Rhiannon Brownbill

University of Technology Sydney
Australia

Burudi Gurad, Burudi Ora (Critical Spatial Relationalities of Care).
In Caretaking Relations, Not American Dreaming Kim TallBear stipulates that “Indigenous frameworks of relationality … [are] explicitly spatial narratives of caretaking relations”. Spatial webs of intimacy and memory that connect the human body to all the living: non-living entities of the Land. Spatial webs that are “… relentlessly erased when the extractive nation-state continues to be [actualised] …”.

Therefore, this project asks, within an urban framework and collaborating with local Aboriginal knowledges of Country, how can architecture create healthcare spaces that assert the complex relations of Country, knowledge, community and culture as fundamental practices of care alongside western medicine?

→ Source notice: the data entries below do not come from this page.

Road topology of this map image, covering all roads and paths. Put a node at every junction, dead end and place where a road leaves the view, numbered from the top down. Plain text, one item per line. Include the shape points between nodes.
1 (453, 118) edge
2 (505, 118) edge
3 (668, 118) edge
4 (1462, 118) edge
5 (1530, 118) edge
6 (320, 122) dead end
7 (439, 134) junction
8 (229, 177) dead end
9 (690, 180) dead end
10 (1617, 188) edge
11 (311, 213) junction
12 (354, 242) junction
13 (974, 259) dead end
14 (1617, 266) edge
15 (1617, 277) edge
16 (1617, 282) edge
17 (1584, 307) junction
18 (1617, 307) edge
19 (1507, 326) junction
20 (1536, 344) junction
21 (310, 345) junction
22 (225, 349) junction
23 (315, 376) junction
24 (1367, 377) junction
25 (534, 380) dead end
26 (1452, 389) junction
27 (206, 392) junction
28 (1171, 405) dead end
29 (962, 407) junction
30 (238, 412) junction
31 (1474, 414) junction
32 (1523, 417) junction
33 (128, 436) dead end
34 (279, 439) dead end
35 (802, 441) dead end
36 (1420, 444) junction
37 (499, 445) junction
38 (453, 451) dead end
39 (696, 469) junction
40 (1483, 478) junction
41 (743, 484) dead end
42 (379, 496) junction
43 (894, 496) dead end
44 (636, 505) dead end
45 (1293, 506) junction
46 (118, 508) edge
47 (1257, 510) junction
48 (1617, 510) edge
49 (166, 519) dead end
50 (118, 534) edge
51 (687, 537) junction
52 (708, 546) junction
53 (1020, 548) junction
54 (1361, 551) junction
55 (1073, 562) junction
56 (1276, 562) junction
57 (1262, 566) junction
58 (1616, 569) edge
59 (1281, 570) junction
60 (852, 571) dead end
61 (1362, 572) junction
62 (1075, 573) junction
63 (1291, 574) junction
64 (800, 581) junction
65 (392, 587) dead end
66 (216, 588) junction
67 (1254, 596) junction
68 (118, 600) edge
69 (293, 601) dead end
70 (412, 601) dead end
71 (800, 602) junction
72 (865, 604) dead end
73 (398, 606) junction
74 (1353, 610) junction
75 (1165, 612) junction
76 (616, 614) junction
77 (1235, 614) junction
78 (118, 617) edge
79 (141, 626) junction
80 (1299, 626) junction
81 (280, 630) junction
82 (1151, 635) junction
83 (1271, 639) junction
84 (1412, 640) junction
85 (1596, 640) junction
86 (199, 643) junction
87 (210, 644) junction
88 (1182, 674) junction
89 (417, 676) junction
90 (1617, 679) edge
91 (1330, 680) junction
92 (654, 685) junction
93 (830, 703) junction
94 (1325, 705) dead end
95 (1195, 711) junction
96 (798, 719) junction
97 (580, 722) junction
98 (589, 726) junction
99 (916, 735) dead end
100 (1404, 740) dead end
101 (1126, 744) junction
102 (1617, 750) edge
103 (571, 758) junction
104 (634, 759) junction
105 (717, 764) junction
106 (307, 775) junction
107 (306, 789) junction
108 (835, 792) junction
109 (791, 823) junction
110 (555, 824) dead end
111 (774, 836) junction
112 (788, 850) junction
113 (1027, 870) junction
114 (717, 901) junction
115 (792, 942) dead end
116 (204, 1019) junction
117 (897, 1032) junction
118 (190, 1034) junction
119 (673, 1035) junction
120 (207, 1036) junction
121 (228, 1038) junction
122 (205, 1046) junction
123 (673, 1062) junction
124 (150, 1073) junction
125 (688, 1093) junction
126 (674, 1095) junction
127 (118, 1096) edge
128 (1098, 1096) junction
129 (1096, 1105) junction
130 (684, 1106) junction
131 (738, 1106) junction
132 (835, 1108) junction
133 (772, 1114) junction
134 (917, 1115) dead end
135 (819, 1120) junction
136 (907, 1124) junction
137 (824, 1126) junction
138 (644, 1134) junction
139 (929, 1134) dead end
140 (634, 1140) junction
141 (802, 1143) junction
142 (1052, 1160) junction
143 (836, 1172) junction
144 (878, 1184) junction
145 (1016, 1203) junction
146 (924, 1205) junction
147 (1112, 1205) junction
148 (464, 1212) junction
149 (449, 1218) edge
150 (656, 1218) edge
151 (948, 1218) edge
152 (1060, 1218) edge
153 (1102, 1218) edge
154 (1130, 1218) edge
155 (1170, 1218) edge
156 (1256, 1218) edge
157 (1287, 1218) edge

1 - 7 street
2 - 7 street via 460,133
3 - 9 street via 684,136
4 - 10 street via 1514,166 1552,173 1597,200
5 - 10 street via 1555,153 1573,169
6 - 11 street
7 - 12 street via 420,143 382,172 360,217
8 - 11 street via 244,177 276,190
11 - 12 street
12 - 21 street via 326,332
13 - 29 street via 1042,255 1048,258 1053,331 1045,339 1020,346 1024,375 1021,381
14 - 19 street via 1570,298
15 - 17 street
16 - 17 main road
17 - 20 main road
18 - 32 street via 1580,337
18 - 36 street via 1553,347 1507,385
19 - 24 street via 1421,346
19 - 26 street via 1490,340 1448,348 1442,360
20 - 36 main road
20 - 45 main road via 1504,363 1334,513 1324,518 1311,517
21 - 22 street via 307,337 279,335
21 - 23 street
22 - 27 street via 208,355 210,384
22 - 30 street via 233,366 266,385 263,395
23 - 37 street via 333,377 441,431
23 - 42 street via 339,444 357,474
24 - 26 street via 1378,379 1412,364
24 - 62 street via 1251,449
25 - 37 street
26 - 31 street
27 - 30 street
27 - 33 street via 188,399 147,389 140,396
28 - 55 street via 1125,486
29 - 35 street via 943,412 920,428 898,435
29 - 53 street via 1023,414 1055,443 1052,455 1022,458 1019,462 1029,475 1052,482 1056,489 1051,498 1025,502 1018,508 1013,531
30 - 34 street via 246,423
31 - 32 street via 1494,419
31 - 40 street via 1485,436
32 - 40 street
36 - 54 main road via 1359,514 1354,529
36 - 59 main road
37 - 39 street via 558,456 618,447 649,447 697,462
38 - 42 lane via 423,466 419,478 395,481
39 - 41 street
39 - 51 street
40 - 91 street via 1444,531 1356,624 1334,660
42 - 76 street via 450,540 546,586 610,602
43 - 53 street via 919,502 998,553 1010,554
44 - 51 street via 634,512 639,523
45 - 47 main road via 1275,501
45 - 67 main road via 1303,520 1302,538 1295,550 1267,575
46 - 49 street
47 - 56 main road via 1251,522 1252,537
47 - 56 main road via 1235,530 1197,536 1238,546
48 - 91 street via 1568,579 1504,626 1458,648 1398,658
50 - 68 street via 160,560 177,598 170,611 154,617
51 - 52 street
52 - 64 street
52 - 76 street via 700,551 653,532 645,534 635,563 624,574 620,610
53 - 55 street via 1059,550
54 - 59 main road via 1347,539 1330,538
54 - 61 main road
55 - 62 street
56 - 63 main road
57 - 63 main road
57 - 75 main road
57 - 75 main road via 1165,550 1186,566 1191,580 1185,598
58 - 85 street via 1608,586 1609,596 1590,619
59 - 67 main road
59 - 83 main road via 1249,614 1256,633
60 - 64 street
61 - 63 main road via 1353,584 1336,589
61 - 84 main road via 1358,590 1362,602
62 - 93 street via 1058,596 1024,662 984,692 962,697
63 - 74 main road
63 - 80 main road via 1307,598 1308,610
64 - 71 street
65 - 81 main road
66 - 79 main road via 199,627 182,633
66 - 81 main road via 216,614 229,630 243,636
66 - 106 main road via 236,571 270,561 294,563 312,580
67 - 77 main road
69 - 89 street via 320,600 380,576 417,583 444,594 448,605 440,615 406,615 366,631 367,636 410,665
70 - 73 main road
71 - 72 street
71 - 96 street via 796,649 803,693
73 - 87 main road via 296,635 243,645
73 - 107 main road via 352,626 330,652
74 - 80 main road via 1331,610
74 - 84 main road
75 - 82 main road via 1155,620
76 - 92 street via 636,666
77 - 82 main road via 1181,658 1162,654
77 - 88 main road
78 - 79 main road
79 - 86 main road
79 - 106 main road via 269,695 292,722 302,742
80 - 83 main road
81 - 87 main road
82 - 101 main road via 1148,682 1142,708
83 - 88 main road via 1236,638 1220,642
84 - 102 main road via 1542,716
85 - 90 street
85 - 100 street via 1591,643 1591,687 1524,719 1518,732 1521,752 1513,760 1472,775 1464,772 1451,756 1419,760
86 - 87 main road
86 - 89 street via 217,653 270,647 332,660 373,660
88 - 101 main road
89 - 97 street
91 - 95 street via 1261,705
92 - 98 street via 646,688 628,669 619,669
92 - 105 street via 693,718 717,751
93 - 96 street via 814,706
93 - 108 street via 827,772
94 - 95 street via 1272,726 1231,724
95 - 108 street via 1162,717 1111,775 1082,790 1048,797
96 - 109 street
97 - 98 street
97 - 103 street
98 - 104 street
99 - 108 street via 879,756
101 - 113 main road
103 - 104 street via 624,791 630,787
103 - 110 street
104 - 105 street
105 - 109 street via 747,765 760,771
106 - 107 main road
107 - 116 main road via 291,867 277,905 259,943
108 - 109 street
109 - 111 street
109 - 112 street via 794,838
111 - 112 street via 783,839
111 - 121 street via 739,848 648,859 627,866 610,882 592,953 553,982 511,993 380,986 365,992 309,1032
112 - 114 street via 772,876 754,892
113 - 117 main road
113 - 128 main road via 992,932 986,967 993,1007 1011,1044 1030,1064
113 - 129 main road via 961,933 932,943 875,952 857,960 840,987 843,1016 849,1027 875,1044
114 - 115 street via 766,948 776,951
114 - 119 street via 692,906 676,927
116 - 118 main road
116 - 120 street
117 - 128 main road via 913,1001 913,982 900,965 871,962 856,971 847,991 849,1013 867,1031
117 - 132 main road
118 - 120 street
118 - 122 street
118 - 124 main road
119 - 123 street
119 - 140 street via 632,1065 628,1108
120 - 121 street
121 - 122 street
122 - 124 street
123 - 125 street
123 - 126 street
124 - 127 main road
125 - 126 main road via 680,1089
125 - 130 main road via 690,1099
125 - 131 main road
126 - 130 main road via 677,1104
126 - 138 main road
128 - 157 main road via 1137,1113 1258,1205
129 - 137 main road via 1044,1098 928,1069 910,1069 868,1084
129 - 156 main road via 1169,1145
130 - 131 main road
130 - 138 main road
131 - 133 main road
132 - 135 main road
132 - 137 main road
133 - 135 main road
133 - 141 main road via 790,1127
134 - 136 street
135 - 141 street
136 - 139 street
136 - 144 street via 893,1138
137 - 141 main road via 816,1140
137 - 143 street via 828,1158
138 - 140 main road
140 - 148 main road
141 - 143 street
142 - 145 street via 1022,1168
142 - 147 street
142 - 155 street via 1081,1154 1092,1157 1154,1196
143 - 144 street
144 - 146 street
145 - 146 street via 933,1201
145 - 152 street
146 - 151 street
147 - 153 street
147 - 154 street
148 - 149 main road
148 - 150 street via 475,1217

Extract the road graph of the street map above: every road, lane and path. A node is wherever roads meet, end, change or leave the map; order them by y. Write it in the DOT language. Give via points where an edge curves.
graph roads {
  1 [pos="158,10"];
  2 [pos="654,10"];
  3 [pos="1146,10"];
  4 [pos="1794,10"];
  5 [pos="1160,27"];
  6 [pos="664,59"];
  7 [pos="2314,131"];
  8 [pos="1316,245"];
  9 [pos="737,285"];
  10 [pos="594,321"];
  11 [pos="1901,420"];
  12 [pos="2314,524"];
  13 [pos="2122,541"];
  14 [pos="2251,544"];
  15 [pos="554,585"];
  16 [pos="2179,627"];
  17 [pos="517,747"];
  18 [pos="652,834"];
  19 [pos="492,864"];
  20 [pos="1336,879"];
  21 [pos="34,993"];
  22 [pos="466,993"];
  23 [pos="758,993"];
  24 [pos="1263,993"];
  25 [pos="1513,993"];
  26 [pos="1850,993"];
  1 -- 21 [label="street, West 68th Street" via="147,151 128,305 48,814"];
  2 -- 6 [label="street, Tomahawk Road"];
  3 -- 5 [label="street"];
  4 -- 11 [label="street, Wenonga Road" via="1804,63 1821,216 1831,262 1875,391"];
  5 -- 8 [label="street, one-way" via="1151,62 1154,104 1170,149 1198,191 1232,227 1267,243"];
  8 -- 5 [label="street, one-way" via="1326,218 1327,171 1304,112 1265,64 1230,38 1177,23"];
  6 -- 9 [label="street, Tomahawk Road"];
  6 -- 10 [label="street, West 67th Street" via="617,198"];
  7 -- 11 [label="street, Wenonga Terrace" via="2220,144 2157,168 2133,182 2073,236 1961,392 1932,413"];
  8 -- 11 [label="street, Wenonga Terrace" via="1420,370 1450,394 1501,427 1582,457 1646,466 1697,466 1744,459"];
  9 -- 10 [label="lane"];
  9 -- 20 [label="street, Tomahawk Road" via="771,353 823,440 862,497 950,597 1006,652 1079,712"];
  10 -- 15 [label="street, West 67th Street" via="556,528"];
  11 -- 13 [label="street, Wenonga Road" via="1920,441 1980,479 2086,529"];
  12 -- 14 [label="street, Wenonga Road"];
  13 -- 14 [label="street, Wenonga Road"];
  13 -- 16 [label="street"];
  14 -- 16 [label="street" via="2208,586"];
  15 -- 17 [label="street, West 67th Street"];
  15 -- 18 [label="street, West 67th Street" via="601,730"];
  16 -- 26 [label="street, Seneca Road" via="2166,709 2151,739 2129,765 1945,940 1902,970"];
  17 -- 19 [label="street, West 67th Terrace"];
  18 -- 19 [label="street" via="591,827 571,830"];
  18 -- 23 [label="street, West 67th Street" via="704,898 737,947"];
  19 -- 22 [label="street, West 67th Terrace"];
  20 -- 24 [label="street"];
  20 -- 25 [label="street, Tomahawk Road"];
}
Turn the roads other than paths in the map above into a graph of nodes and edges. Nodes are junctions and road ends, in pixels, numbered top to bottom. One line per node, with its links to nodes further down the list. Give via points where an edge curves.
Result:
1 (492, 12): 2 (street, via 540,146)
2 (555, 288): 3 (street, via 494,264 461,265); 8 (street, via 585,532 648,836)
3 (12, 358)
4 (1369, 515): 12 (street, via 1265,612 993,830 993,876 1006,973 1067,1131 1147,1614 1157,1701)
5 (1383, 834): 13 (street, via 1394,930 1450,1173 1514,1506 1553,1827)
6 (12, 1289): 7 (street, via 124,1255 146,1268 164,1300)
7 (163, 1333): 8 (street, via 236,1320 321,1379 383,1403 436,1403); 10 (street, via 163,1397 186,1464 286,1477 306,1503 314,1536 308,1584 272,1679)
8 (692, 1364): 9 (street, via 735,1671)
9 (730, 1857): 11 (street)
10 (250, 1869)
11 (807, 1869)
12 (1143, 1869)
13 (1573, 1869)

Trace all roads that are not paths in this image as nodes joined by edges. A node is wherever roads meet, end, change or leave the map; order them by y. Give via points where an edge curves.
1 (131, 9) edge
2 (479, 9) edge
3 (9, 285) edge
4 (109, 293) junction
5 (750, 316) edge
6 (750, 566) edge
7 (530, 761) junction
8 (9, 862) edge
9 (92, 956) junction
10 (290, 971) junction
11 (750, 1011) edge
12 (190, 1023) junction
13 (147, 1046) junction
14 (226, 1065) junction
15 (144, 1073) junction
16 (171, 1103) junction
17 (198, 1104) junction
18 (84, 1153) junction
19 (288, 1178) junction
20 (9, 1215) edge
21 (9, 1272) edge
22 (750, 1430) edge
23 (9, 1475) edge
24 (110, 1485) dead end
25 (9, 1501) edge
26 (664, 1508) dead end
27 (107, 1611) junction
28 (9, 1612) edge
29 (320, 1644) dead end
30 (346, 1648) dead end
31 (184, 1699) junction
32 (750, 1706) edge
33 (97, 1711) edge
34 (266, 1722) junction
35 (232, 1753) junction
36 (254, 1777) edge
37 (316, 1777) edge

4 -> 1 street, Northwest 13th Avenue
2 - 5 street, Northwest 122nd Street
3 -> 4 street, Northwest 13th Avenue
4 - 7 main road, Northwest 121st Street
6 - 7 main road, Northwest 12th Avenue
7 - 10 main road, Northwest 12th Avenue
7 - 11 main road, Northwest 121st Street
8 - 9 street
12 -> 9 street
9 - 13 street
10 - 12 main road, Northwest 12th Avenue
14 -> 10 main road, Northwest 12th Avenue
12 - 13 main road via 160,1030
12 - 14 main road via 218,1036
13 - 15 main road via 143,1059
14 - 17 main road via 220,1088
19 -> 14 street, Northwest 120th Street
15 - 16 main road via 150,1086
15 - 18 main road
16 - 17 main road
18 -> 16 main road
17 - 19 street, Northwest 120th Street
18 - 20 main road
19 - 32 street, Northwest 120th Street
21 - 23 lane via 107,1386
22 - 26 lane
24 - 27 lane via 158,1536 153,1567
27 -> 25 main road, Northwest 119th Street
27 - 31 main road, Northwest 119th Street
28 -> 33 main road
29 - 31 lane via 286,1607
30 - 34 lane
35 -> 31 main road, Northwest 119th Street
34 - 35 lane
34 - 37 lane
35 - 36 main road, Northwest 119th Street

Located on the island of Memel (Goat Island, Sydney Harbour), the project was conducted through a ground-up research and design methodology alongside local D’harawal eora Elders and Knowledge Keepers (all Traditional Custodians of the site). As a non-Indigenous student, entering an industry dominated by non-Indigenous professionals, this project is defined by this emerging methodology.

Memel is Aboriginal land recently returned to local peoples and this project explores how, under the consent of Traditional Owners, non-Indigenous architects can follow local protocols to design with site and create architecture that is fully responsive to local knowledges, ecologies and Country.